■ Task brief ■
Output the following data exactly.

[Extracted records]
>>
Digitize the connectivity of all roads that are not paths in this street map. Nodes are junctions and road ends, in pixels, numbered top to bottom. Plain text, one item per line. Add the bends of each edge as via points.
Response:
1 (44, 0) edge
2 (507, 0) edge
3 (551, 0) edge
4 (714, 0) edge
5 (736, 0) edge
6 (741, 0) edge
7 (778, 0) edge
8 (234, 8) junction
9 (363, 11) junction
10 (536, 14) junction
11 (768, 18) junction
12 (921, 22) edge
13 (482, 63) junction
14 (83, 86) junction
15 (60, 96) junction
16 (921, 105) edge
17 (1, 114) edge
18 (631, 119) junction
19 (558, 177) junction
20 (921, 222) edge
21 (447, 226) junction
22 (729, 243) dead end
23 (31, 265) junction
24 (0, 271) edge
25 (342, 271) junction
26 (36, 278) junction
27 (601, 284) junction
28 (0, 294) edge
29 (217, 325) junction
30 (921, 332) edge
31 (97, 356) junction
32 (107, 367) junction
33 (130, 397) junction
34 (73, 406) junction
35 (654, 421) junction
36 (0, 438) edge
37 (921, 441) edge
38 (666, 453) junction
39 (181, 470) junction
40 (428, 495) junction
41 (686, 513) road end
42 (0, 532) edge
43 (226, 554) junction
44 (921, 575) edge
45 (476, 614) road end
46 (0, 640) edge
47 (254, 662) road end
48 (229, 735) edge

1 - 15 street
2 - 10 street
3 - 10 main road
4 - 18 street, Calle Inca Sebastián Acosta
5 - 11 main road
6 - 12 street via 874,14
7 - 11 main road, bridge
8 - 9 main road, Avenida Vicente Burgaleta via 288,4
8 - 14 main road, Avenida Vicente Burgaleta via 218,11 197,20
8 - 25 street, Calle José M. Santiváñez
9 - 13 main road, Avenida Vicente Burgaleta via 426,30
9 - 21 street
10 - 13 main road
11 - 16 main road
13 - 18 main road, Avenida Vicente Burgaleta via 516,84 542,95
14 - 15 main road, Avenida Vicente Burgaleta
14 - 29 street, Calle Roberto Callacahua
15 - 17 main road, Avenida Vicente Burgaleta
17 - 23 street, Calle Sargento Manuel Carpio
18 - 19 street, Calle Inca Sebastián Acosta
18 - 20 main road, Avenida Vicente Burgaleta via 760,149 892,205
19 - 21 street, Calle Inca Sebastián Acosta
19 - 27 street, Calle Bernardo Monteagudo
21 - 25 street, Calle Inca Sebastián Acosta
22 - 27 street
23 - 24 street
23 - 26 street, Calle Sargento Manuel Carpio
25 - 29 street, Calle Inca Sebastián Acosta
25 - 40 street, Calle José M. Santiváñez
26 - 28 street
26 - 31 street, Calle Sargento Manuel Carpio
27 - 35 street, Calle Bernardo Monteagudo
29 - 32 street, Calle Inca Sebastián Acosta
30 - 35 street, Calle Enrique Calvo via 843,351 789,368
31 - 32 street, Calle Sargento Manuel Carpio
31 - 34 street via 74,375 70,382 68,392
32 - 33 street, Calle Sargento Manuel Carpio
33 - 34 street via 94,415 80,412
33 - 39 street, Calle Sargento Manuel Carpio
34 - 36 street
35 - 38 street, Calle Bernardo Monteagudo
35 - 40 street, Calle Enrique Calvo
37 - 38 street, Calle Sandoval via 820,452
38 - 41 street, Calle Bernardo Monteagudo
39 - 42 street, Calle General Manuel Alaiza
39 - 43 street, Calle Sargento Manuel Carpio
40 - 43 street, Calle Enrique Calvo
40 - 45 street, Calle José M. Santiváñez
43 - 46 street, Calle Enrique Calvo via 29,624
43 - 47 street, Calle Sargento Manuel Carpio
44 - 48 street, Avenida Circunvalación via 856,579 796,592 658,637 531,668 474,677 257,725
<<
■ Output of the exercise ■
Digitize the connectivity of all roads that are not paths in this street map. Nodes are junctions and road ends, in pixels, numbered top to bottom. Plain text, one item per line. Add the bends of each edge as via points.
Response:
1 (44, 0) edge
2 (507, 0) edge
3 (551, 0) edge
4 (714, 0) edge
5 (736, 0) edge
6 (741, 0) edge
7 (778, 0) edge
8 (234, 8) junction
9 (363, 11) junction
10 (536, 14) junction
11 (768, 18) junction
12 (921, 22) edge
13 (482, 63) junction
14 (83, 86) junction
15 (60, 96) junction
16 (921, 105) edge
17 (1, 114) edge
18 (631, 119) junction
19 (558, 177) junction
20 (921, 222) edge
21 (447, 226) junction
22 (729, 243) dead end
23 (31, 265) junction
24 (0, 271) edge
25 (342, 271) junction
26 (36, 278) junction
27 (601, 284) junction
28 (0, 294) edge
29 (217, 325) junction
30 (921, 332) edge
31 (97, 356) junction
32 (107, 367) junction
33 (130, 397) junction
34 (73, 406) junction
35 (654, 421) junction
36 (0, 438) edge
37 (921, 441) edge
38 (666, 453) junction
39 (181, 470) junction
40 (428, 495) junction
41 (686, 513) road end
42 (0, 532) edge
43 (226, 554) junction
44 (921, 575) edge
45 (476, 614) road end
46 (0, 640) edge
47 (254, 662) road end
48 (229, 735) edge

1 - 15 street
2 - 10 street
3 - 10 main road
4 - 18 street, Calle Inca Sebastián Acosta
5 - 11 main road
6 - 12 street via 874,14
7 - 11 main road, bridge
8 - 9 main road, Avenida Vicente Burgaleta via 288,4
8 - 14 main road, Avenida Vicente Burgaleta via 218,11 197,20
8 - 25 street, Calle José M. Santiváñez
9 - 13 main road, Avenida Vicente Burgaleta via 426,30
9 - 21 street
10 - 13 main road
11 - 16 main road
13 - 18 main road, Avenida Vicente Burgaleta via 516,84 542,95
14 - 15 main road, Avenida Vicente Burgaleta
14 - 29 street, Calle Roberto Callacahua
15 - 17 main road, Avenida Vicente Burgaleta
17 - 23 street, Calle Sargento Manuel Carpio
18 - 19 street, Calle Inca Sebastián Acosta
18 - 20 main road, Avenida Vicente Burgaleta via 760,149 892,205
19 - 21 street, Calle Inca Sebastián Acosta
19 - 27 street, Calle Bernardo Monteagudo
21 - 25 street, Calle Inca Sebastián Acosta
22 - 27 street
23 - 24 street
23 - 26 street, Calle Sargento Manuel Carpio
25 - 29 street, Calle Inca Sebastián Acosta
25 - 40 street, Calle José M. Santiváñez
26 - 28 street
26 - 31 street, Calle Sargento Manuel Carpio
27 - 35 street, Calle Bernardo Monteagudo
29 - 32 street, Calle Inca Sebastián Acosta
30 - 35 street, Calle Enrique Calvo via 843,351 789,368
31 - 32 street, Calle Sargento Manuel Carpio
31 - 34 street via 74,375 70,382 68,392
32 - 33 street, Calle Sargento Manuel Carpio
33 - 34 street via 94,415 80,412
33 - 39 street, Calle Sargento Manuel Carpio
34 - 36 street
35 - 38 street, Calle Bernardo Monteagudo
35 - 40 street, Calle Enrique Calvo
37 - 38 street, Calle Sandoval via 820,452
38 - 41 street, Calle Bernardo Monteagudo
39 - 42 street, Calle General Manuel Alaiza
39 - 43 street, Calle Sargento Manuel Carpio
40 - 43 street, Calle Enrique Calvo
40 - 45 street, Calle José M. Santiváñez
43 - 46 street, Calle Enrique Calvo via 29,624
43 - 47 street, Calle Sargento Manuel Carpio
44 - 48 street, Avenida Circunvalación via 856,579 796,592 658,637 531,668 474,677 257,725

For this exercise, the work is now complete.